■ Problem to solve
Filter the records for "Beach" and keep each line that has it.

[Source records]
________________

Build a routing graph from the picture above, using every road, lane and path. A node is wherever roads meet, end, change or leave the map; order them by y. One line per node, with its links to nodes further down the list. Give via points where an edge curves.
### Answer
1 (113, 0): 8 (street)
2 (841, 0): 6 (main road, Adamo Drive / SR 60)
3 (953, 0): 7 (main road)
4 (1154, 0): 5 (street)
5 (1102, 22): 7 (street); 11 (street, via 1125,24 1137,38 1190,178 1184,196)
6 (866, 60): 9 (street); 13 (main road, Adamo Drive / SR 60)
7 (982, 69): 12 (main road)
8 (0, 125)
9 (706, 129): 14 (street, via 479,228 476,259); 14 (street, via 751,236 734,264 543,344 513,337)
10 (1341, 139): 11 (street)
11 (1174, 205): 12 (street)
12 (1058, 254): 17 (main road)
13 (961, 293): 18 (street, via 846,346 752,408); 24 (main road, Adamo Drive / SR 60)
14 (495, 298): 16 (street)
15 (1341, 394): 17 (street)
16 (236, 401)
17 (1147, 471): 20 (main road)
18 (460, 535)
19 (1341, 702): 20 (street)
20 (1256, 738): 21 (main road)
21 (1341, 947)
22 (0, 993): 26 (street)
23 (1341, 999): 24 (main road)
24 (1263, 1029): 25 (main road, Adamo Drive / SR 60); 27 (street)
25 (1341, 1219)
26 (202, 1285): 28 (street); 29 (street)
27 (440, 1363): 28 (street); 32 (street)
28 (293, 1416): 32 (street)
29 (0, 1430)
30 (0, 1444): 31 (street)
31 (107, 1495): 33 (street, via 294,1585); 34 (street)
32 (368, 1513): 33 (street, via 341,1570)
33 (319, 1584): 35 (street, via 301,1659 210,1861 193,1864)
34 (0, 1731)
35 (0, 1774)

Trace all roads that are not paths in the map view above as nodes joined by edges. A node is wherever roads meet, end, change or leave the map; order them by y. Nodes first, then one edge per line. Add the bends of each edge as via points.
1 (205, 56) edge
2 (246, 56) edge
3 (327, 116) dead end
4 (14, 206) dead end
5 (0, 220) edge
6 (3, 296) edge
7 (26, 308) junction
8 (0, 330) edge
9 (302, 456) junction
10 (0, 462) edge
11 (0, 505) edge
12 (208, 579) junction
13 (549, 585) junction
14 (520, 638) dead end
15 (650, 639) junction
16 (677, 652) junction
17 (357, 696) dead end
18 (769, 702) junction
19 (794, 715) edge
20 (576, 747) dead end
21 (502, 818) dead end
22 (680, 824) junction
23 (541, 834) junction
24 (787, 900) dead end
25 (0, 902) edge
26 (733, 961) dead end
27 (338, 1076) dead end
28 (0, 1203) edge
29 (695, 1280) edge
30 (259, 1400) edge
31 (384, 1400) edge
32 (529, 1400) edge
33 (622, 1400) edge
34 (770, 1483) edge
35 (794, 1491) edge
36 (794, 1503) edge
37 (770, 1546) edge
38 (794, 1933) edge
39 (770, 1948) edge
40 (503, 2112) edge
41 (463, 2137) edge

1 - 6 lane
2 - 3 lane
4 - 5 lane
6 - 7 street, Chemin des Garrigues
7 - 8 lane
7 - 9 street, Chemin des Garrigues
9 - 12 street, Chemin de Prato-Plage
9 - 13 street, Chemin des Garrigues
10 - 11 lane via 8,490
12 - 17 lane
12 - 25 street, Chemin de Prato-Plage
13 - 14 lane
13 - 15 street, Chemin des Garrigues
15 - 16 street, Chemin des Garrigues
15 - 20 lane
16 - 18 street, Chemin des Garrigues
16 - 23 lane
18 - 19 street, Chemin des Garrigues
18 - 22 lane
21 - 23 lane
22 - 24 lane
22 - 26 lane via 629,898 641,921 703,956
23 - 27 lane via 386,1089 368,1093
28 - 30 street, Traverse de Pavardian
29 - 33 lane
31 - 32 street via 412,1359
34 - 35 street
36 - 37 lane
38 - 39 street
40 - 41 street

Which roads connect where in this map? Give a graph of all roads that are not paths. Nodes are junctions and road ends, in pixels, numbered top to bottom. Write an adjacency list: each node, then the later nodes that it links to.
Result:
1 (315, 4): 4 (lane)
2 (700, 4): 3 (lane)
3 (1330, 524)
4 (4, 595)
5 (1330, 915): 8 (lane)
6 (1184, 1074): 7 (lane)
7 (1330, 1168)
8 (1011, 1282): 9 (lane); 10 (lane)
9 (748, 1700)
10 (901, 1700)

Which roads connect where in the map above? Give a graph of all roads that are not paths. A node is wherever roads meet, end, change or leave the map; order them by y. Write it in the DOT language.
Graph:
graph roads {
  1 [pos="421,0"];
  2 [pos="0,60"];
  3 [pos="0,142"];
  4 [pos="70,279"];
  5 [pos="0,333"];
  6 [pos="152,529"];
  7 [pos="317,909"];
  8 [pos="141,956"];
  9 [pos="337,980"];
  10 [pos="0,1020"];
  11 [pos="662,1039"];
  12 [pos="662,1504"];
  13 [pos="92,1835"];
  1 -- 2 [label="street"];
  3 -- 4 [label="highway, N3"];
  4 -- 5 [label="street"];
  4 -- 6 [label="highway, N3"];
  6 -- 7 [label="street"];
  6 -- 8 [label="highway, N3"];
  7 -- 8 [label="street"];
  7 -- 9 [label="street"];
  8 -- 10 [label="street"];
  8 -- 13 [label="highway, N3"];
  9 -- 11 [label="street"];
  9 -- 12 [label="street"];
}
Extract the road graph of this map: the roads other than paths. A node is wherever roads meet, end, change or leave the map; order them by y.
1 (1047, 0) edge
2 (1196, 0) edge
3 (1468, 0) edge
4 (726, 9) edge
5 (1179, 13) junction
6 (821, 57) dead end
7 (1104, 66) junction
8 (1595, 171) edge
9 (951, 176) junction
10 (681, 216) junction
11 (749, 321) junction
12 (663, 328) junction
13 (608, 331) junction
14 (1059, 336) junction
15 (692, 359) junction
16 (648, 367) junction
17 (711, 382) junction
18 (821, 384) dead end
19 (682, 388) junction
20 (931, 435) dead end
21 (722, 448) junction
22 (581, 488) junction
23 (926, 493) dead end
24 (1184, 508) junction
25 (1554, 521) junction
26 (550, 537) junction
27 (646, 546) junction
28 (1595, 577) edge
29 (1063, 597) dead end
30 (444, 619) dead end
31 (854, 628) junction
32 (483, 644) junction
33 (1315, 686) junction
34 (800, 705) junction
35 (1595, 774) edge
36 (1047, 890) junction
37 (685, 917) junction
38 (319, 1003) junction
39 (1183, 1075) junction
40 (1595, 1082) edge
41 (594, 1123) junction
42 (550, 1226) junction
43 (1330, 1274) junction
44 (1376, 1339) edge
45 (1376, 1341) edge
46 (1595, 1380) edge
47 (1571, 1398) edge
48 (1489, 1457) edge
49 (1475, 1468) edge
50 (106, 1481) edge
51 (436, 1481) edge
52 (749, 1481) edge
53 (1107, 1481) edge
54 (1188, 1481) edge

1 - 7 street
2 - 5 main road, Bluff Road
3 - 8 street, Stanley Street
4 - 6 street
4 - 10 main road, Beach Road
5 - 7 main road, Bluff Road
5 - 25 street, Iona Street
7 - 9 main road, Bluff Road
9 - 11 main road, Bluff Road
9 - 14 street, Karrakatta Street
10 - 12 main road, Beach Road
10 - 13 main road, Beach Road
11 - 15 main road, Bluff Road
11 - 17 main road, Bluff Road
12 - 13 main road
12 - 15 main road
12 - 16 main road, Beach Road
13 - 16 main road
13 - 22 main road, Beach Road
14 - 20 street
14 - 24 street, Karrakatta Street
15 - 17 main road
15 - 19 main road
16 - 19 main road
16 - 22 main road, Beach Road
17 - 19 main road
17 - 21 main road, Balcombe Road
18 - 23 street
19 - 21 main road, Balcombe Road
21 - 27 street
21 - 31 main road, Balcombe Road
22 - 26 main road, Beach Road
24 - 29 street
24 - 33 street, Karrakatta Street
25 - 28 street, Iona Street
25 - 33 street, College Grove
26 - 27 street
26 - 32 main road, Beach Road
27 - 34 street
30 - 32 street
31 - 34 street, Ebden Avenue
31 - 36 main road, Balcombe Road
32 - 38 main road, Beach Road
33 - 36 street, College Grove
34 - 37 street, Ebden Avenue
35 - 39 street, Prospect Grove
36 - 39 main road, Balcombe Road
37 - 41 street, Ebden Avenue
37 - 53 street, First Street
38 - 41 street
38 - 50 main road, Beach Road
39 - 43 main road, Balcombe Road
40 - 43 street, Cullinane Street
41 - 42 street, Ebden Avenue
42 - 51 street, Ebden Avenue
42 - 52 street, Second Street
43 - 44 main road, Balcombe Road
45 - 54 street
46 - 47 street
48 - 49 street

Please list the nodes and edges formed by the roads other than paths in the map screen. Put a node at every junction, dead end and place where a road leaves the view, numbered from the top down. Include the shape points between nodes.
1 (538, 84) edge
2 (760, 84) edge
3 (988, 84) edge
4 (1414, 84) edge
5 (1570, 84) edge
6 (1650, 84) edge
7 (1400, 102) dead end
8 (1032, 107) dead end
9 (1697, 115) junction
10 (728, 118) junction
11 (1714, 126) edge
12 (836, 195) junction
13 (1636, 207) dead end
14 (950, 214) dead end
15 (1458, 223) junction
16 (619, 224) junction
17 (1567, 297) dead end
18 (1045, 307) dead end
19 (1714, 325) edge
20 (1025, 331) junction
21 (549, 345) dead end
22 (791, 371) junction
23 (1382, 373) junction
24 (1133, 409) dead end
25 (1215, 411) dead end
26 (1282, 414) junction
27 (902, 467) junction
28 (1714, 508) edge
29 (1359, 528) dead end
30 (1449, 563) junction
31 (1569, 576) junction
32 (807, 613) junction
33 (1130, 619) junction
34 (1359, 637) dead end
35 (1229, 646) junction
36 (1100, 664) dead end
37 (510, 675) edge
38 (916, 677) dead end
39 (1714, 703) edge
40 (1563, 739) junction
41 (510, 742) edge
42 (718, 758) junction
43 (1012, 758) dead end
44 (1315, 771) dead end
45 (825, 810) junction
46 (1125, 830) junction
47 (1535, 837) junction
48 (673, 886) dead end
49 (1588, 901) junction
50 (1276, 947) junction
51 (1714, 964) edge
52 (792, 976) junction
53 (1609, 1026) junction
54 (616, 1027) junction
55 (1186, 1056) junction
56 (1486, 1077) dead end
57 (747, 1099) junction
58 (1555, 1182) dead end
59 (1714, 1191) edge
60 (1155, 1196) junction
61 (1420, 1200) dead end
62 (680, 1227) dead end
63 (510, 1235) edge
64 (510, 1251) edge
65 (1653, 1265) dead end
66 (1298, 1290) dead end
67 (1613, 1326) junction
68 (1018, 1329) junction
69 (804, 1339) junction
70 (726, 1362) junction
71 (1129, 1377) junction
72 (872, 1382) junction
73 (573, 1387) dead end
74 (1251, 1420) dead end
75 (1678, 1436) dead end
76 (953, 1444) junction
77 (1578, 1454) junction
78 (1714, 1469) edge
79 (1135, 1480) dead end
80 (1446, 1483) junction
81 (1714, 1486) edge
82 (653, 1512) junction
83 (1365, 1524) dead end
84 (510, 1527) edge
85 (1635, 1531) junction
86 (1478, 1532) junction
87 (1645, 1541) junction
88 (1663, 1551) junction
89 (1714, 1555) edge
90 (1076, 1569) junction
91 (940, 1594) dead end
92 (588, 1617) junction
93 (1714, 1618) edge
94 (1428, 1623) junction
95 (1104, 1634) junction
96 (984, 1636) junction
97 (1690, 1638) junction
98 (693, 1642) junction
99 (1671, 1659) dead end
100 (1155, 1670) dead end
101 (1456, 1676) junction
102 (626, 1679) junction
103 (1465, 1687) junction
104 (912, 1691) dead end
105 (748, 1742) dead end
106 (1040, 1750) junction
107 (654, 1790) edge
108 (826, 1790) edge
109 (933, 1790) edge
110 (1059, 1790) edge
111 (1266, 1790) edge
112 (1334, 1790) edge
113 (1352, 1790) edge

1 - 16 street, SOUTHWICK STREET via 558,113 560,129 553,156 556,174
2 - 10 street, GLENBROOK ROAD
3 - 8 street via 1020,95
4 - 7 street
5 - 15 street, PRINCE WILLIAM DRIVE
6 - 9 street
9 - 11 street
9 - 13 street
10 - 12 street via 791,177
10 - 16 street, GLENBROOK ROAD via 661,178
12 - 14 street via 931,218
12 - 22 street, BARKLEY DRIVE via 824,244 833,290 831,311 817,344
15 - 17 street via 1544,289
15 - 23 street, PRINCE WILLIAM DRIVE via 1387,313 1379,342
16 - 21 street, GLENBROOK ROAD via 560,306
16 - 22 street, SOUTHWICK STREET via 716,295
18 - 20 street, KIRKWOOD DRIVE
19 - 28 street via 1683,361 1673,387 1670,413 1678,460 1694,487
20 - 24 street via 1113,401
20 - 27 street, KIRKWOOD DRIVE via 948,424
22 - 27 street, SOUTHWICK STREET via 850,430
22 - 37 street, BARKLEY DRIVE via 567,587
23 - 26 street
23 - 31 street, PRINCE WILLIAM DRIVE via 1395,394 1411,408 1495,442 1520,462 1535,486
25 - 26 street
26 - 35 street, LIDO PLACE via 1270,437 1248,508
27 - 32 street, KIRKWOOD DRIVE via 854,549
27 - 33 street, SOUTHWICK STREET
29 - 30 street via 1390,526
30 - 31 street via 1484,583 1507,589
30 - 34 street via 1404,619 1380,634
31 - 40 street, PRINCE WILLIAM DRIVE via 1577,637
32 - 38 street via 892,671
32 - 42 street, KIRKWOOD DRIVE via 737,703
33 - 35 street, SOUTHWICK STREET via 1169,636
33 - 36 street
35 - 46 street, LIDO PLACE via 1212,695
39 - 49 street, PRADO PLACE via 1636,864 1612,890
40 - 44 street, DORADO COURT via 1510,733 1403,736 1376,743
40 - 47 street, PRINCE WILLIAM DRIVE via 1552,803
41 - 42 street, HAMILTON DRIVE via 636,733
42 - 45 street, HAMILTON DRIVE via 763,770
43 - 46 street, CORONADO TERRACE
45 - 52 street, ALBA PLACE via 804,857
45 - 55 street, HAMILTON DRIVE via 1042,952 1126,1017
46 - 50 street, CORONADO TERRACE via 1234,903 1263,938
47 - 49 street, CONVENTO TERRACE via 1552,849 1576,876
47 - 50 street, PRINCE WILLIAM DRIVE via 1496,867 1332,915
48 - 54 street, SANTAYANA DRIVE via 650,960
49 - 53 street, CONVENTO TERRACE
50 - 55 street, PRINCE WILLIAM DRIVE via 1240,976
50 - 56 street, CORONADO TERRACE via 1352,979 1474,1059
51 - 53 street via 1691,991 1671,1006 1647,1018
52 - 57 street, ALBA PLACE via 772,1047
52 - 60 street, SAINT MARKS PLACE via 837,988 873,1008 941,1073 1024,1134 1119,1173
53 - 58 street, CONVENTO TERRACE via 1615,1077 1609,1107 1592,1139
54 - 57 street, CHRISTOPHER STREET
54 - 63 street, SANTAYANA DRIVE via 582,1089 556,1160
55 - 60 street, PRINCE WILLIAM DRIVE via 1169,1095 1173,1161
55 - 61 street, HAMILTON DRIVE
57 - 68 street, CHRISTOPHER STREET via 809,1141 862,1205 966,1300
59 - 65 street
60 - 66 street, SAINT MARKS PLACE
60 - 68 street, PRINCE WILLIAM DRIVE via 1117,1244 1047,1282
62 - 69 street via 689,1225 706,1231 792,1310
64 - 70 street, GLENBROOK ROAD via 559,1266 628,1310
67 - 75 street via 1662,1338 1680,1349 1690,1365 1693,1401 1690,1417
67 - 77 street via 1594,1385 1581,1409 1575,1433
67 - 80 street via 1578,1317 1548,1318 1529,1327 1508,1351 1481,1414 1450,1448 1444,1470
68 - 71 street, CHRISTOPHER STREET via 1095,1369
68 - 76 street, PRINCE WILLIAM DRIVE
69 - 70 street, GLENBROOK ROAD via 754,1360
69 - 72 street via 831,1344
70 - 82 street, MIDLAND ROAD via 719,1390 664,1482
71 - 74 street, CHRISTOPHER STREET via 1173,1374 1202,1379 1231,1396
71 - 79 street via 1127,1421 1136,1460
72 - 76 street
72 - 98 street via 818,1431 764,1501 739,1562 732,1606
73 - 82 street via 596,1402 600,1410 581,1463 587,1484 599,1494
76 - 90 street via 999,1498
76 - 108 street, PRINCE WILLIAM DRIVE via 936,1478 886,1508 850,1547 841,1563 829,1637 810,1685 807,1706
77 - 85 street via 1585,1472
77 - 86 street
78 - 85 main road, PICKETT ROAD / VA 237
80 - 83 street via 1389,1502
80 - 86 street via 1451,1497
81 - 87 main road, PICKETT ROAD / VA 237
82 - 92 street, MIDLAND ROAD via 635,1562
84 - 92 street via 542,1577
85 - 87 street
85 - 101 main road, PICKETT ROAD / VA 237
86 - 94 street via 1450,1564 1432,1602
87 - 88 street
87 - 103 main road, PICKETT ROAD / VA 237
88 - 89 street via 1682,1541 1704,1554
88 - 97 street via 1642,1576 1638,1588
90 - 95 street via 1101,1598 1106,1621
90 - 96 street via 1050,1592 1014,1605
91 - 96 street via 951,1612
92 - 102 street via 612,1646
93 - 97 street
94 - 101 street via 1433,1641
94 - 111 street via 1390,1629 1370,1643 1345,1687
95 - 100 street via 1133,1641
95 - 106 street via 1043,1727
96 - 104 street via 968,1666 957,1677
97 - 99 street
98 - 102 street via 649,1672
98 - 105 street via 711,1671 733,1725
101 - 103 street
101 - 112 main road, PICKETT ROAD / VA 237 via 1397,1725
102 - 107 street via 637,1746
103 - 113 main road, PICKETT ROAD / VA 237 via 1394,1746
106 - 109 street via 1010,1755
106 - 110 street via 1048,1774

________________

■ Task result
4 - 10 main road, Beach Road
10 - 12 main road, Beach Road
10 - 13 main road, Beach Road
12 - 16 main road, Beach Road
13 - 22 main road, Beach Road
16 - 22 main road, Beach Road
22 - 26 main road, Beach Road
26 - 32 main road, Beach Road
32 - 38 main road, Beach Road
38 - 50 main road, Beach Road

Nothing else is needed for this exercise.